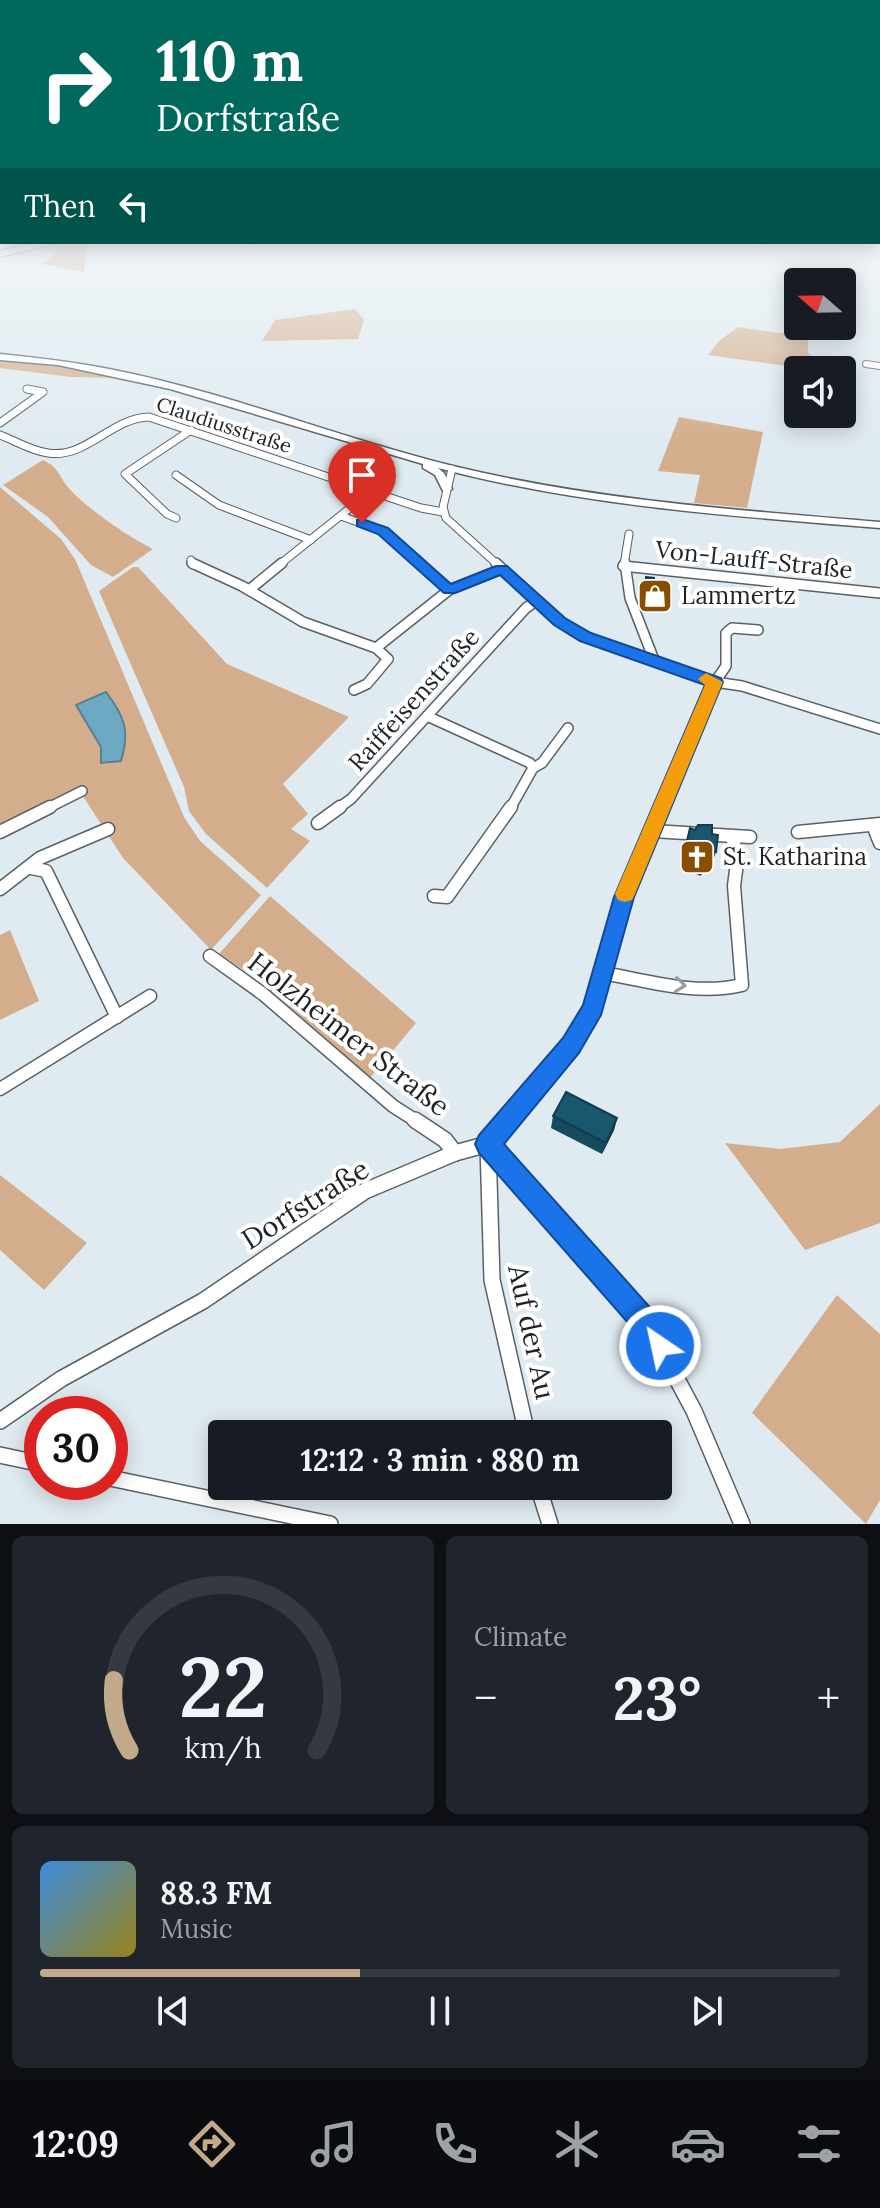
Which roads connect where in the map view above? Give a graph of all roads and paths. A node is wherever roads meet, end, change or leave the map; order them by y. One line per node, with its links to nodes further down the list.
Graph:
1 (0, 357): 8 (main road)
2 (866, 364): 3 (street)
3 (880, 366)
4 (27, 389): 5 (street)
5 (0, 423)
6 (191, 430): 7 (street, Claudiusstraße); 12 (street, Claudiusstraße); 15 (street)
7 (0, 435)
8 (416, 460): 9 (main road); 11 (main road)
9 (452, 469): 11 (street); 16 (main road)
10 (176, 475): 18 (street)
11 (447, 489): 13 (street)
12 (370, 492): 13 (street, Claudiusstraße); 14 (street)
13 (443, 512): 21 (street)
14 (341, 516): 18 (street); 23 (street)
15 (176, 518)
16 (880, 525)
17 (629, 534): 20 (street)
18 (311, 540): 22 (street)
19 (191, 560): 22 (street)
20 (623, 566): 24 (street, Von-Lauff-Straße); 28 (street)
21 (502, 569): 23 (street); 25 (street)
22 (249, 590): 27 (street)
23 (449, 590): 27 (street)
24 (880, 593)
25 (536, 601): 28 (street); 31 (street, Raiffeisenstraße)
26 (758, 630): 29 (street)
27 (376, 648): 30 (street)
28 (654, 660): 29 (street)
29 (715, 682): 33 (street); 39 (street)
30 (354, 690)
31 (427, 716): 34 (street); 36 (street, Raiffeisenstraße)
32 (568, 728): 34 (street)
33 (880, 729)
34 (533, 768): 47 (street)
35 (82, 791): 40 (street)
36 (318, 823)
37 (876, 824): 41 (street); 44 (street)
38 (108, 829): 45 (street)
39 (653, 831): 43 (street); 49 (street)
40 (0, 832)
41 (798, 832)
42 (750, 837): 43 (street)
43 (732, 838): 49 (street, one-way to 43)
44 (880, 843)
45 (31, 868): 46 (street); 51 (street)
46 (0, 889)
47 (434, 896)
48 (210, 956): 54 (street, Holzheimer Straße)
49 (603, 973): 53 (street)
50 (150, 996): 51 (street)
51 (117, 1017): 52 (street)
52 (0, 1089)
53 (488, 1144): 54 (street, Dorfstraße); 55 (street, Auf der Au); 63 (street)
54 (455, 1153): 56 (street, Dorfstraße)
55 (524, 1420)
56 (0, 1421)
57 (0, 1455): 58 (street)
58 (24, 1460)
59 (128, 1482): 61 (street)
60 (542, 1500): 62 (street)
61 (330, 1524)
62 (550, 1524)
63 (742, 1524)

** Task statement **
Would you write each entry out again exactly, omitting the images?

** Solution to the problem **
Which roads connect where in the map view above? Give a graph of all roads and paths. A node is wherever roads meet, end, change or leave the map; order them by y. One line per node, with its links to nodes further down the list.
Graph:
1 (0, 357): 8 (main road)
2 (866, 364): 3 (street)
3 (880, 366)
4 (27, 389): 5 (street)
5 (0, 423)
6 (191, 430): 7 (street, Claudiusstraße); 12 (street, Claudiusstraße); 15 (street)
7 (0, 435)
8 (416, 460): 9 (main road); 11 (main road)
9 (452, 469): 11 (street); 16 (main road)
10 (176, 475): 18 (street)
11 (447, 489): 13 (street)
12 (370, 492): 13 (street, Claudiusstraße); 14 (street)
13 (443, 512): 21 (street)
14 (341, 516): 18 (street); 23 (street)
15 (176, 518)
16 (880, 525)
17 (629, 534): 20 (street)
18 (311, 540): 22 (street)
19 (191, 560): 22 (street)
20 (623, 566): 24 (street, Von-Lauff-Straße); 28 (street)
21 (502, 569): 23 (street); 25 (street)
22 (249, 590): 27 (street)
23 (449, 590): 27 (street)
24 (880, 593)
25 (536, 601): 28 (street); 31 (street, Raiffeisenstraße)
26 (758, 630): 29 (street)
27 (376, 648): 30 (street)
28 (654, 660): 29 (street)
29 (715, 682): 33 (street); 39 (street)
30 (354, 690)
31 (427, 716): 34 (street); 36 (street, Raiffeisenstraße)
32 (568, 728): 34 (street)
33 (880, 729)
34 (533, 768): 47 (street)
35 (82, 791): 40 (street)
36 (318, 823)
37 (876, 824): 41 (street); 44 (street)
38 (108, 829): 45 (street)
39 (653, 831): 43 (street); 49 (street)
40 (0, 832)
41 (798, 832)
42 (750, 837): 43 (street)
43 (732, 838): 49 (street, one-way to 43)
44 (880, 843)
45 (31, 868): 46 (street); 51 (street)
46 (0, 889)
47 (434, 896)
48 (210, 956): 54 (street, Holzheimer Straße)
49 (603, 973): 53 (street)
50 (150, 996): 51 (street)
51 (117, 1017): 52 (street)
52 (0, 1089)
53 (488, 1144): 54 (street, Dorfstraße); 55 (street, Auf der Au); 63 (street)
54 (455, 1153): 56 (street, Dorfstraße)
55 (524, 1420)
56 (0, 1421)
57 (0, 1455): 58 (street)
58 (24, 1460)
59 (128, 1482): 61 (street)
60 (542, 1500): 62 (street)
61 (330, 1524)
62 (550, 1524)
63 (742, 1524)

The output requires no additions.